### Data in this exercise:

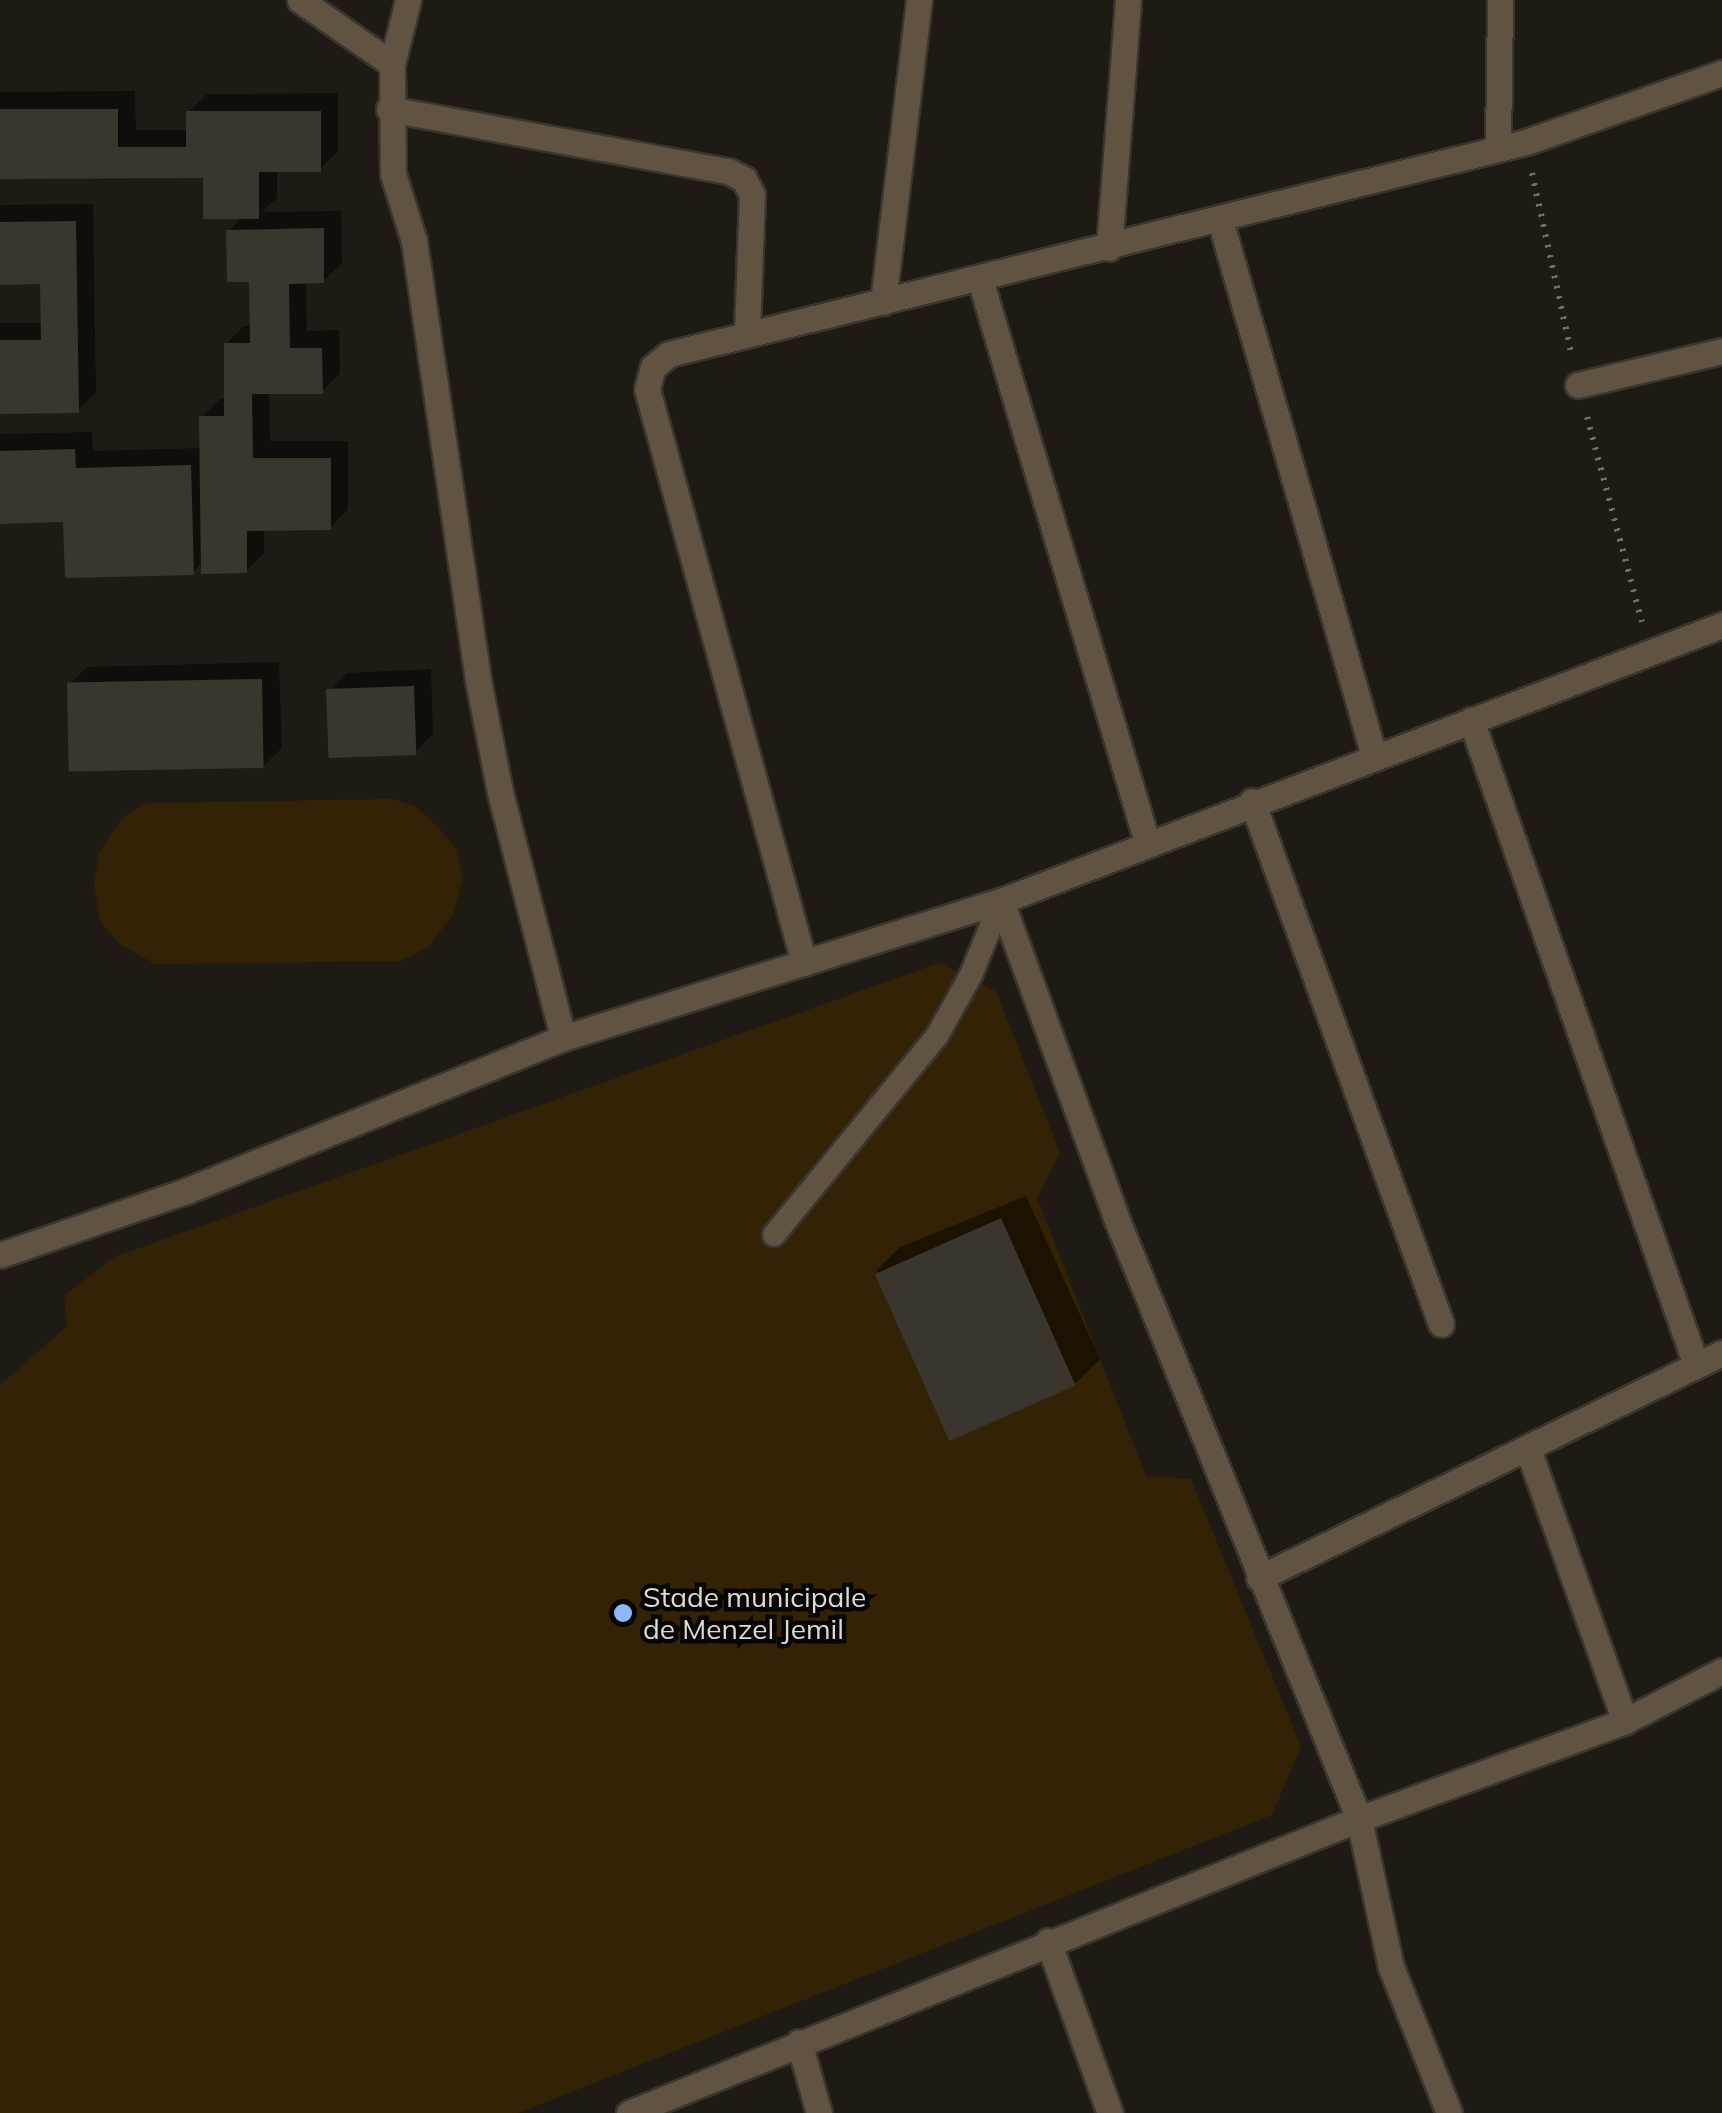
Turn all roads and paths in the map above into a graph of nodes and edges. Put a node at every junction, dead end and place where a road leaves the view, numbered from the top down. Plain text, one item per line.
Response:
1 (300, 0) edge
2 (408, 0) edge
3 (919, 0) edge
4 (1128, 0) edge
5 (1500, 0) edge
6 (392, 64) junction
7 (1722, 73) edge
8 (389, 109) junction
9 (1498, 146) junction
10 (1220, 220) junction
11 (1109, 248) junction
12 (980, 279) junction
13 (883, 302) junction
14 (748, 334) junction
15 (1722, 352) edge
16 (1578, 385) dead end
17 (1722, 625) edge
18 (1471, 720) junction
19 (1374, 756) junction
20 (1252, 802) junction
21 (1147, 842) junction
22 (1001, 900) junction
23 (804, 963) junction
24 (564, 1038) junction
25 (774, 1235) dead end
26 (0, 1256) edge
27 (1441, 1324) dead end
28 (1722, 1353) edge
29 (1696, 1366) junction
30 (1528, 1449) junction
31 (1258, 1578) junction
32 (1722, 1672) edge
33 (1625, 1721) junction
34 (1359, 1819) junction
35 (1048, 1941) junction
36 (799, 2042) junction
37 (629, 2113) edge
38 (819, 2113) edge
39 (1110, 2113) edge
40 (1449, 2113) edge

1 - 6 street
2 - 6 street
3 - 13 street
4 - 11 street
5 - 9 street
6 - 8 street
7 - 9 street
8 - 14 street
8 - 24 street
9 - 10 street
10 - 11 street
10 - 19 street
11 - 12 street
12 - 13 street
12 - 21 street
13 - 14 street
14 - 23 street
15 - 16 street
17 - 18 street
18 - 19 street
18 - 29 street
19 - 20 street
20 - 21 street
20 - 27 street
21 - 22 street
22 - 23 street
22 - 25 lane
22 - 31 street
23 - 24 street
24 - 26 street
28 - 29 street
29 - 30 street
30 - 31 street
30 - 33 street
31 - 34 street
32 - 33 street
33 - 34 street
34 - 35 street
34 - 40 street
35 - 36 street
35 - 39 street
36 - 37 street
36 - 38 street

### What you need to do:
Filter the entries down to the lines with the word "dead" in them, and copy those lines.

### Output for this task:
Turn all roads and paths in the map above into a graph of nodes and edges. Put a node at every junction, dead end and place where a road leaves the view, numbered from the top down. Plain text, one item per line.
16 (1578, 385) dead end
25 (774, 1235) dead end
27 (1441, 1324) dead end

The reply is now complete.